The dangers of texting while driving should be blatantly obvious. Yet lots of people still do it all over the world. A graphic new video public service announcement shows just how lethal it can be. It was made in Wales, but thanks to YouTube it has gone viral around the world.
In the video, three young girlfriends are driving down a two-lane highway. They're laughing. The radio's playing. The driver is texting. For an instant, the driver takes her eyes off the road to look for the address she wants to send the message to. The car swerves into the oncoming lane and crashes head-on with another vehicle.
Three cars are involved in this terrifying depiction. Viewers don't find out how many are killed in the crash, but its gruesome nature leaves enough for the imagination.
The video PSA was a collaboration among filmmaker Peter Watkins-Hughes, a police force and a high school in Gwent, Wales. It'll be shown in schools throughout the U.K. this fall. Watkins-Hughes posted the video on YouTube so that a friend, who is a BBC producer in London, could see it. Within weeks its popularity soared.
"I think the film strikes a chord because it is a new global problem," says Watkins-Hughes. "We've got people using mobile phones [while driving] who are dying needlessly."
Recent studies show texting while driving is on the rise and that it increases the risk of crashing more than talking on a cell phone while driving. In the U.S., texting while driving is illegal in 14 states.
There have been some visceral reactions to the video PSA online. One reader wrote, "It scared the crap out of me." Another said: "It should be aired on every TV station in the world multiple times."

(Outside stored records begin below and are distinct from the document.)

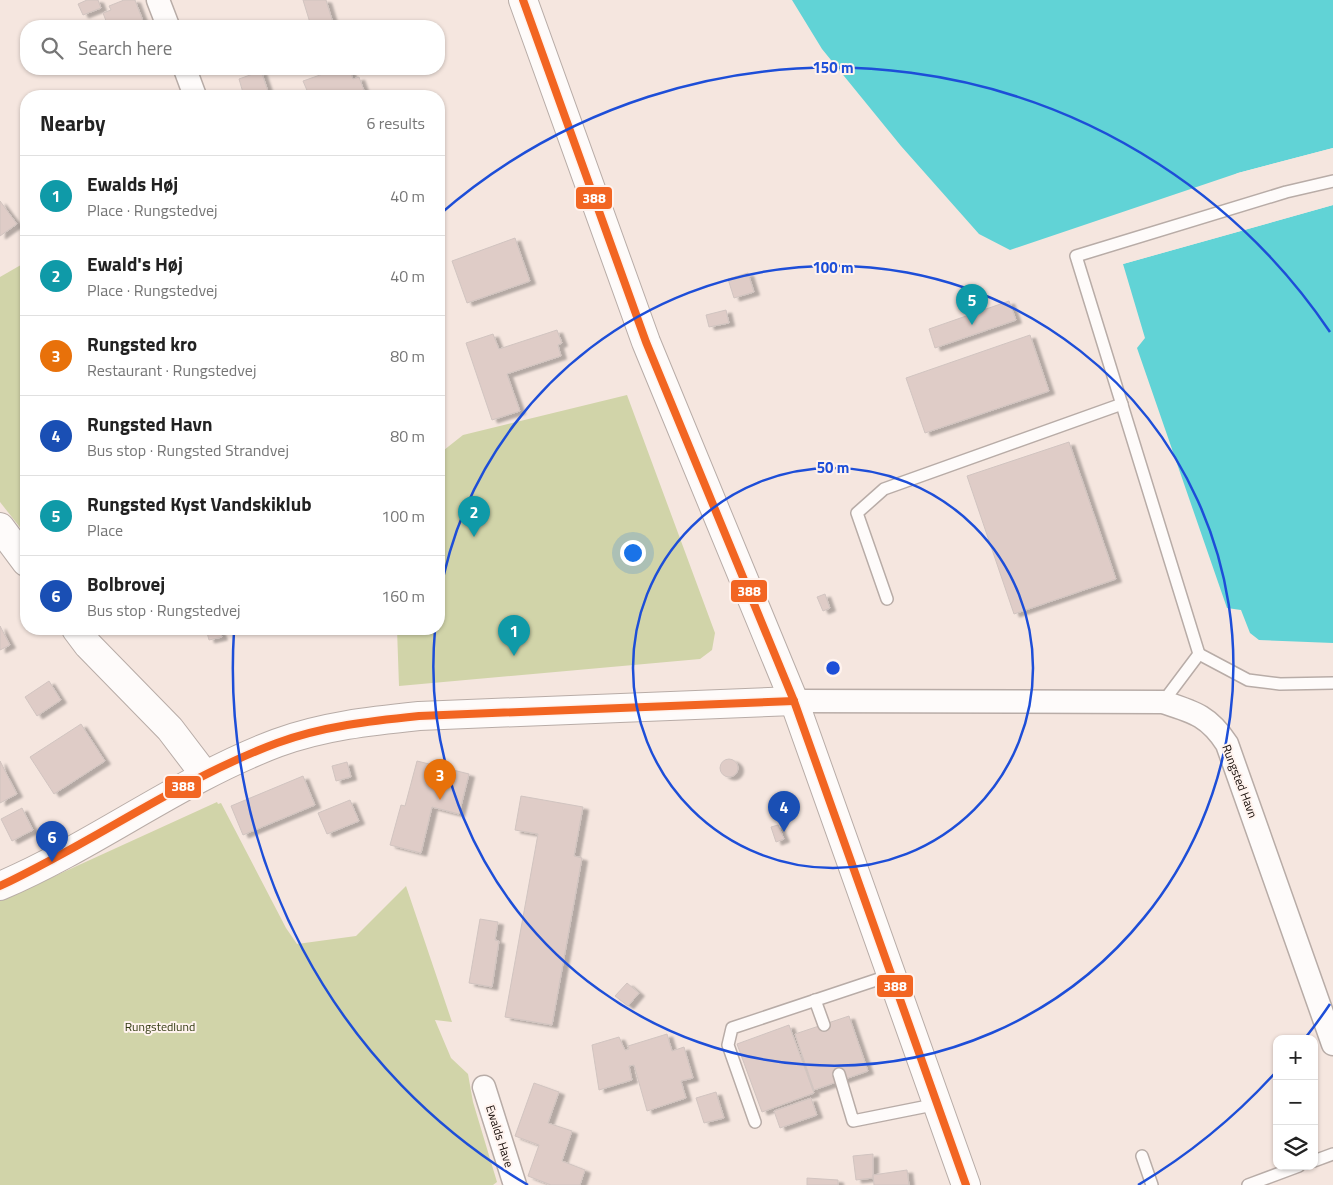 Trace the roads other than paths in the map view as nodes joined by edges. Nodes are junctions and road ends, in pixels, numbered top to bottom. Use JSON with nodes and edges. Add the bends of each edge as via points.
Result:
{"nodes":[{"id":1,"x":158,"y":0,"type":"edge"},
{"id":2,"x":523,"y":0,"type":"edge"},
{"id":3,"x":166,"y":20,"type":"edge"},
{"id":4,"x":187,"y":75,"type":"edge"},
{"id":5,"x":193,"y":90,"type":"edge"},
{"id":6,"x":1333,"y":181,"type":"edge"},
{"id":7,"x":1122,"y":404,"type":"junction"},
{"id":8,"x":0,"y":527,"type":"edge"},
{"id":9,"x":20,"y":554,"type":"edge"},
{"id":10,"x":886,"y":599,"type":"dead end"},
{"id":11,"x":80,"y":635,"type":"edge"},
{"id":12,"x":1199,"y":654,"type":"junction"},
{"id":13,"x":1333,"y":683,"type":"edge"},
{"id":14,"x":794,"y":701,"type":"junction"},
{"id":15,"x":1163,"y":702,"type":"junction"},
{"id":16,"x":205,"y":775,"type":"junction"},
{"id":17,"x":0,"y":886,"type":"edge"},
{"id":18,"x":891,"y":975,"type":"junction"},
{"id":19,"x":815,"y":1000,"type":"junction"},
{"id":20,"x":824,"y":1025,"type":"dead end"},
{"id":21,"x":1333,"y":1044,"type":"edge"},
{"id":22,"x":840,"y":1074,"type":"dead end"},
{"id":23,"x":484,"y":1087,"type":"dead end"},
{"id":24,"x":938,"y":1104,"type":"junction"},
{"id":25,"x":755,"y":1122,"type":"dead end"},
{"id":26,"x":1333,"y":1154,"type":"edge"},
{"id":27,"x":1142,"y":1156,"type":"dead end"},
{"id":28,"x":1318,"y":1160,"type":"edge"},
{"id":29,"x":1288,"y":1170,"type":"edge"},
{"id":30,"x":516,"y":1185,"type":"edge"},
{"id":31,"x":966,"y":1185,"type":"edge"},
{"id":32,"x":1152,"y":1185,"type":"edge"},
{"id":33,"x":1248,"y":1185,"type":"edge"}],
"edges":[{"from":1,"to":3,"type":"street"},
{"from":2,"to":14,"type":"main road","via":[[646,342]]},
{"from":4,"to":5,"type":"street"},
{"from":6,"to":7,"type":"lane","via":[[1286,192],[1076,256]]},
{"from":7,"to":10,"type":"lane","via":[[884,489],[857,513]]},
{"from":7,"to":12,"type":"lane"},
{"from":8,"to":9,"type":"main road"},
{"from":11,"to":16,"type":"main road","via":[[170,729]]},
{"from":12,"to":13,"type":"lane","via":[[1248,680],[1280,684]]},
{"from":12,"to":15,"type":"lane"},
{"from":14,"to":15,"type":"street","name":"Rungsted Havn"},
{"from":14,"to":16,"type":"main road","via":[[365,721],[278,743]]},
{"from":14,"to":18,"type":"main road"},
{"from":15,"to":21,"type":"street","name":"Rungsted Havn","via":[[1198,713],[1216,726],[1227,744]]},
{"from":16,"to":17,"type":"main road","via":[[36,870]]},
{"from":18,"to":19,"type":"lane"},
{"from":18,"to":24,"type":"main road"},
{"from":19,"to":20,"type":"lane"},
{"from":19,"to":25,"type":"lane","via":[[732,1028],[728,1045]]},
{"from":22,"to":24,"type":"lane","via":[[854,1121]]},
{"from":23,"to":30,"type":"street","name":"Ewalds Have"},
{"from":24,"to":31,"type":"main road"},
{"from":26,"to":28,"type":"lane"},
{"from":27,"to":32,"type":"lane"},
{"from":29,"to":33,"type":"lane"}]}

Marc Hughes, a 25-year-old from Collegeville, Pa., admits that he texts while he drives. He says he was shocked by the video. "It was pretty graphic," he says. "It definitely causes you to pause. It's something that really could happen."
So, will he stop texting while driving? "Honestly," says Hughes, "I can't say that's going to stop me from texting."
Rob Foss isn't surprised by Hughes' response. Foss is director of the Center for the Study of Young Drivers at the University of North Carolina. He says he watched the first two minutes of the video PSA from Wales, but then stopped. "I've seen this sort of stuff so many times, I didn't watch the rest of it," he says. He believes scare tactics don't change something as complex as human behavior, even when people declare that it will.
"When you talk to the public and especially teenagers they say, 'Oh yes, that would make me behave differently.' Well, people don't know what would make them behave differently," he says.
Philip Povero, the sheriff of Ontario County in New York, is more hopeful. In 2007, five young women were killed in a head-on collision in Ontario County. The driver's cell phone was sending and receiving text messages within a minute of the crash. Povero believes PSAs like the one made in Wales should be part of a larger effort to get people to stop texting while driving.
"Each little piece, each PSA, each presentation by law enforcement personnel, they're all spokes in this wheel of prevention," Povero says. "Hopefully we'll get the message out and we'll see substantial reduction in this behavior by drivers."
Even skeptic Foss believes some good may come of the texting-while-driving PSA: It might get the attention of lawmakers.